About this exercise ::
Restate each entry word for word, leaving nothing out.

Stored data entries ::

———

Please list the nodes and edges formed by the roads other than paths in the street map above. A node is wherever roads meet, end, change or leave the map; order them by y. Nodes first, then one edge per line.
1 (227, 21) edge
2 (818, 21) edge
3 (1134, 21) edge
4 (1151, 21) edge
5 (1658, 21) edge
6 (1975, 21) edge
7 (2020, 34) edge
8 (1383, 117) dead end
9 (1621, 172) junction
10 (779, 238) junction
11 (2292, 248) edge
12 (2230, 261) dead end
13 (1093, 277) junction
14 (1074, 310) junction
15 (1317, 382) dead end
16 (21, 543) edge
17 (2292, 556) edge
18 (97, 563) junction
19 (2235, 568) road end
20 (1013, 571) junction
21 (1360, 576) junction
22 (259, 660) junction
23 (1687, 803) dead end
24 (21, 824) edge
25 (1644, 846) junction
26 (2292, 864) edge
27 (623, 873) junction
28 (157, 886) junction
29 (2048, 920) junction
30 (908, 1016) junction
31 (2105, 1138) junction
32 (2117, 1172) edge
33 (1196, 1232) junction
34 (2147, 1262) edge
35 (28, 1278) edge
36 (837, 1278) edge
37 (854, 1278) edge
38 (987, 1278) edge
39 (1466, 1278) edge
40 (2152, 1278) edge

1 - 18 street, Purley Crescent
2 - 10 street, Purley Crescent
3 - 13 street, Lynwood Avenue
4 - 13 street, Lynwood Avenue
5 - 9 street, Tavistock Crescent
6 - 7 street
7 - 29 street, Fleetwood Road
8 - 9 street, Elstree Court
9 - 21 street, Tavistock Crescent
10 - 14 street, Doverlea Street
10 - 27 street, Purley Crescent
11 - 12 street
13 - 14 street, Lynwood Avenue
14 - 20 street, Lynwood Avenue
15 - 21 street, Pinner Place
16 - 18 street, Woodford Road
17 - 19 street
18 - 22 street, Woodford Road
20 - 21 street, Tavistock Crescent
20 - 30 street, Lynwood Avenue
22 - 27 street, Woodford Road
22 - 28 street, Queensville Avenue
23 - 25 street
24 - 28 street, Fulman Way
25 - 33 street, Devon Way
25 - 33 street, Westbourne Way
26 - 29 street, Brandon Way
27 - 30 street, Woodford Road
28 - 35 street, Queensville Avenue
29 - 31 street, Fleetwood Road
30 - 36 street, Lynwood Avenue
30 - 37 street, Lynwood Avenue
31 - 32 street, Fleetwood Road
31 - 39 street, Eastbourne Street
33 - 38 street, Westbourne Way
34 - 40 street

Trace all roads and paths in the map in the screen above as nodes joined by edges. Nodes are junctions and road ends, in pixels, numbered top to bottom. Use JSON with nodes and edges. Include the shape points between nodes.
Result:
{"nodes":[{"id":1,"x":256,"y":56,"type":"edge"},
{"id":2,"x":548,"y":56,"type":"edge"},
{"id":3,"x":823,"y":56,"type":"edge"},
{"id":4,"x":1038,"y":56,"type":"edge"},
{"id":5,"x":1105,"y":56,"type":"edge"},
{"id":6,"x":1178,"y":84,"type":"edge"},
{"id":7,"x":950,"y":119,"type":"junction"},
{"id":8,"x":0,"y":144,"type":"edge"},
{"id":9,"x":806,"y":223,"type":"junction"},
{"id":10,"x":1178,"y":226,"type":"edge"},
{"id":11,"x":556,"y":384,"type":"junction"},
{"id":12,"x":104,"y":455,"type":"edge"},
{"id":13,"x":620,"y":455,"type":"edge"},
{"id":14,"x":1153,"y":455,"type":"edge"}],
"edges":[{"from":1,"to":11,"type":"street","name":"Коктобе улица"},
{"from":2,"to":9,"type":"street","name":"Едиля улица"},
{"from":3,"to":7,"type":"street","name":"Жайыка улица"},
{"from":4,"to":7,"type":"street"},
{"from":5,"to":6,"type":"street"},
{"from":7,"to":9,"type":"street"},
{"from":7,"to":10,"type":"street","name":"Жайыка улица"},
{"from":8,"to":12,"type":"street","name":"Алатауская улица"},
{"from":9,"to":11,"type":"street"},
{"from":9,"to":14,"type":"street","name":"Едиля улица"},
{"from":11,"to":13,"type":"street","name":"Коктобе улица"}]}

———

Your response ::
Please list the nodes and edges formed by the roads other than paths in the street map above. A node is wherever roads meet, end, change or leave the map; order them by y. Nodes first, then one edge per line.
1 (227, 21) edge
2 (818, 21) edge
3 (1134, 21) edge
4 (1151, 21) edge
5 (1658, 21) edge
6 (1975, 21) edge
7 (2020, 34) edge
8 (1383, 117) dead end
9 (1621, 172) junction
10 (779, 238) junction
11 (2292, 248) edge
12 (2230, 261) dead end
13 (1093, 277) junction
14 (1074, 310) junction
15 (1317, 382) dead end
16 (21, 543) edge
17 (2292, 556) edge
18 (97, 563) junction
19 (2235, 568) road end
20 (1013, 571) junction
21 (1360, 576) junction
22 (259, 660) junction
23 (1687, 803) dead end
24 (21, 824) edge
25 (1644, 846) junction
26 (2292, 864) edge
27 (623, 873) junction
28 (157, 886) junction
29 (2048, 920) junction
30 (908, 1016) junction
31 (2105, 1138) junction
32 (2117, 1172) edge
33 (1196, 1232) junction
34 (2147, 1262) edge
35 (28, 1278) edge
36 (837, 1278) edge
37 (854, 1278) edge
38 (987, 1278) edge
39 (1466, 1278) edge
40 (2152, 1278) edge

1 - 18 street, Purley Crescent
2 - 10 street, Purley Crescent
3 - 13 street, Lynwood Avenue
4 - 13 street, Lynwood Avenue
5 - 9 street, Tavistock Crescent
6 - 7 street
7 - 29 street, Fleetwood Road
8 - 9 street, Elstree Court
9 - 21 street, Tavistock Crescent
10 - 14 street, Doverlea Street
10 - 27 street, Purley Crescent
11 - 12 street
13 - 14 street, Lynwood Avenue
14 - 20 street, Lynwood Avenue
15 - 21 street, Pinner Place
16 - 18 street, Woodford Road
17 - 19 street
18 - 22 street, Woodford Road
20 - 21 street, Tavistock Crescent
20 - 30 street, Lynwood Avenue
22 - 27 street, Woodford Road
22 - 28 street, Queensville Avenue
23 - 25 street
24 - 28 street, Fulman Way
25 - 33 street, Devon Way
25 - 33 street, Westbourne Way
26 - 29 street, Brandon Way
27 - 30 street, Woodford Road
28 - 35 street, Queensville Avenue
29 - 31 street, Fleetwood Road
30 - 36 street, Lynwood Avenue
30 - 37 street, Lynwood Avenue
31 - 32 street, Fleetwood Road
31 - 39 street, Eastbourne Street
33 - 38 street, Westbourne Way
34 - 40 street

Trace all roads and paths in the map in the screen above as nodes joined by edges. Nodes are junctions and road ends, in pixels, numbered top to bottom. Use JSON with nodes and edges. Include the shape points between nodes.
Result:
{"nodes":[{"id":1,"x":256,"y":56,"type":"edge"},
{"id":2,"x":548,"y":56,"type":"edge"},
{"id":3,"x":823,"y":56,"type":"edge"},
{"id":4,"x":1038,"y":56,"type":"edge"},
{"id":5,"x":1105,"y":56,"type":"edge"},
{"id":6,"x":1178,"y":84,"type":"edge"},
{"id":7,"x":950,"y":119,"type":"junction"},
{"id":8,"x":0,"y":144,"type":"edge"},
{"id":9,"x":806,"y":223,"type":"junction"},
{"id":10,"x":1178,"y":226,"type":"edge"},
{"id":11,"x":556,"y":384,"type":"junction"},
{"id":12,"x":104,"y":455,"type":"edge"},
{"id":13,"x":620,"y":455,"type":"edge"},
{"id":14,"x":1153,"y":455,"type":"edge"}],
"edges":[{"from":1,"to":11,"type":"street","name":"Коктобе улица"},
{"from":2,"to":9,"type":"street","name":"Едиля улица"},
{"from":3,"to":7,"type":"street","name":"Жайыка улица"},
{"from":4,"to":7,"type":"street"},
{"from":5,"to":6,"type":"street"},
{"from":7,"to":9,"type":"street"},
{"from":7,"to":10,"type":"street","name":"Жайыка улица"},
{"from":8,"to":12,"type":"street","name":"Алатауская улица"},
{"from":9,"to":11,"type":"street"},
{"from":9,"to":14,"type":"street","name":"Едиля улица"},
{"from":11,"to":13,"type":"street","name":"Коктобе улица"}]}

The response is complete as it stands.